What is required:
Each line of the listing below that includes "view" should be reported.

┌────────

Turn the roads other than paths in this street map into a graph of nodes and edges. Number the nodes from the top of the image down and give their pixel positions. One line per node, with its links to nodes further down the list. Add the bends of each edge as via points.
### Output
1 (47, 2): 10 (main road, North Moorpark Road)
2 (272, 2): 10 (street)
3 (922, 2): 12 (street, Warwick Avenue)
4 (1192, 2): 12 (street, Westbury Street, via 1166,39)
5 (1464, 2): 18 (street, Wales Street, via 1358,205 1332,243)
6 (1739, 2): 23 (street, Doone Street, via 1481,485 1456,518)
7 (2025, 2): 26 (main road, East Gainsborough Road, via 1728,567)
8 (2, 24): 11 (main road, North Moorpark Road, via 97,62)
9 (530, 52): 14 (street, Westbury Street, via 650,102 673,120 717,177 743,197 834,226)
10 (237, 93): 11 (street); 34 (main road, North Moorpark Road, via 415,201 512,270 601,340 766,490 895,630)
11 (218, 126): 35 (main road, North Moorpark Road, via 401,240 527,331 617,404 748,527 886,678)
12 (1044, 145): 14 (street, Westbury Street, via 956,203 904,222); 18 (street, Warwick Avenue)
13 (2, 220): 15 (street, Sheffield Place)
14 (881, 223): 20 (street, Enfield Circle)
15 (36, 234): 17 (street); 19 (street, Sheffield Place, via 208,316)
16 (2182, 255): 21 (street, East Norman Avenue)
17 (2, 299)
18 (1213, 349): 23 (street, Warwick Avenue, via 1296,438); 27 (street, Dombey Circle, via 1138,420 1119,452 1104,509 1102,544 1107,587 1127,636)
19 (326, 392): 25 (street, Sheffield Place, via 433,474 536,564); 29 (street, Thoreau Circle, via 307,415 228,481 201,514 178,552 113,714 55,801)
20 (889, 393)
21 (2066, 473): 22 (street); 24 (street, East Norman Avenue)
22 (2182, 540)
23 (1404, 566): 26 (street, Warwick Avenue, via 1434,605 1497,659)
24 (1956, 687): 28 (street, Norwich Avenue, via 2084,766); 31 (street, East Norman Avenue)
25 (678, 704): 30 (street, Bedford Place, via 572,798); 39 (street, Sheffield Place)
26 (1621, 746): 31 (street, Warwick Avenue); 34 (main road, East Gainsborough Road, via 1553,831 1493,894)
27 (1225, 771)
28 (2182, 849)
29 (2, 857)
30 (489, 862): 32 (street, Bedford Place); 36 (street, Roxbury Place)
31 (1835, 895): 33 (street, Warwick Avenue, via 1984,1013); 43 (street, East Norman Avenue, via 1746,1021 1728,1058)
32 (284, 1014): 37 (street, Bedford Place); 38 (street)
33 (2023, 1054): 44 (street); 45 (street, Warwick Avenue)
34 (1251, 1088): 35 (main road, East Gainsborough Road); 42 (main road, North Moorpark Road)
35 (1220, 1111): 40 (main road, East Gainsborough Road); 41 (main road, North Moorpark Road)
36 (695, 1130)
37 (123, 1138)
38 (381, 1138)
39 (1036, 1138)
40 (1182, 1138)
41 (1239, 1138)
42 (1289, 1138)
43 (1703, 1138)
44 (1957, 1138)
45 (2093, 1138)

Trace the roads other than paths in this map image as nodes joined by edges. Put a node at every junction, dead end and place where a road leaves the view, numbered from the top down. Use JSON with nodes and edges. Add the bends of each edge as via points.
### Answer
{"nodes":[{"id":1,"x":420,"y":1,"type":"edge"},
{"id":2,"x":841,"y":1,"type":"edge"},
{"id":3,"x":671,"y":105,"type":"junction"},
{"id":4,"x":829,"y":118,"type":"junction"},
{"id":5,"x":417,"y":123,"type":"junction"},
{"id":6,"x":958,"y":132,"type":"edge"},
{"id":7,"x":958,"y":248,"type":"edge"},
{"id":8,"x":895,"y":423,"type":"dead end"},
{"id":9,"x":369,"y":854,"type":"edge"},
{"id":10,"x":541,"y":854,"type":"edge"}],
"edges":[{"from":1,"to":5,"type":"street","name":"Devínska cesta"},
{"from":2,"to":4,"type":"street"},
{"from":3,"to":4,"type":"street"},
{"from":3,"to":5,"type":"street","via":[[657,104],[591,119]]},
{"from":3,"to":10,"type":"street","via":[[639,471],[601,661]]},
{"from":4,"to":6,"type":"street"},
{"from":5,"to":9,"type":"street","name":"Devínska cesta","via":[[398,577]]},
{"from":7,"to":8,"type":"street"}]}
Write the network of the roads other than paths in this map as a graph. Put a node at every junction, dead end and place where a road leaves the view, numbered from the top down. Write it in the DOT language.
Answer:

└────────

Exercise solution:
Trace the roads other than paths in this map image as nodes joined by edges. Put a node at every junction, dead end and place where a road leaves the view, numbered from the top down. Use JSON with nodes and edges. Add the bends of each edge as via points.
Write the network of the roads other than paths in this map as a graph. Put a node at every junction, dead end and place where a road leaves the view, numbered from the top down. Write it in the DOT language.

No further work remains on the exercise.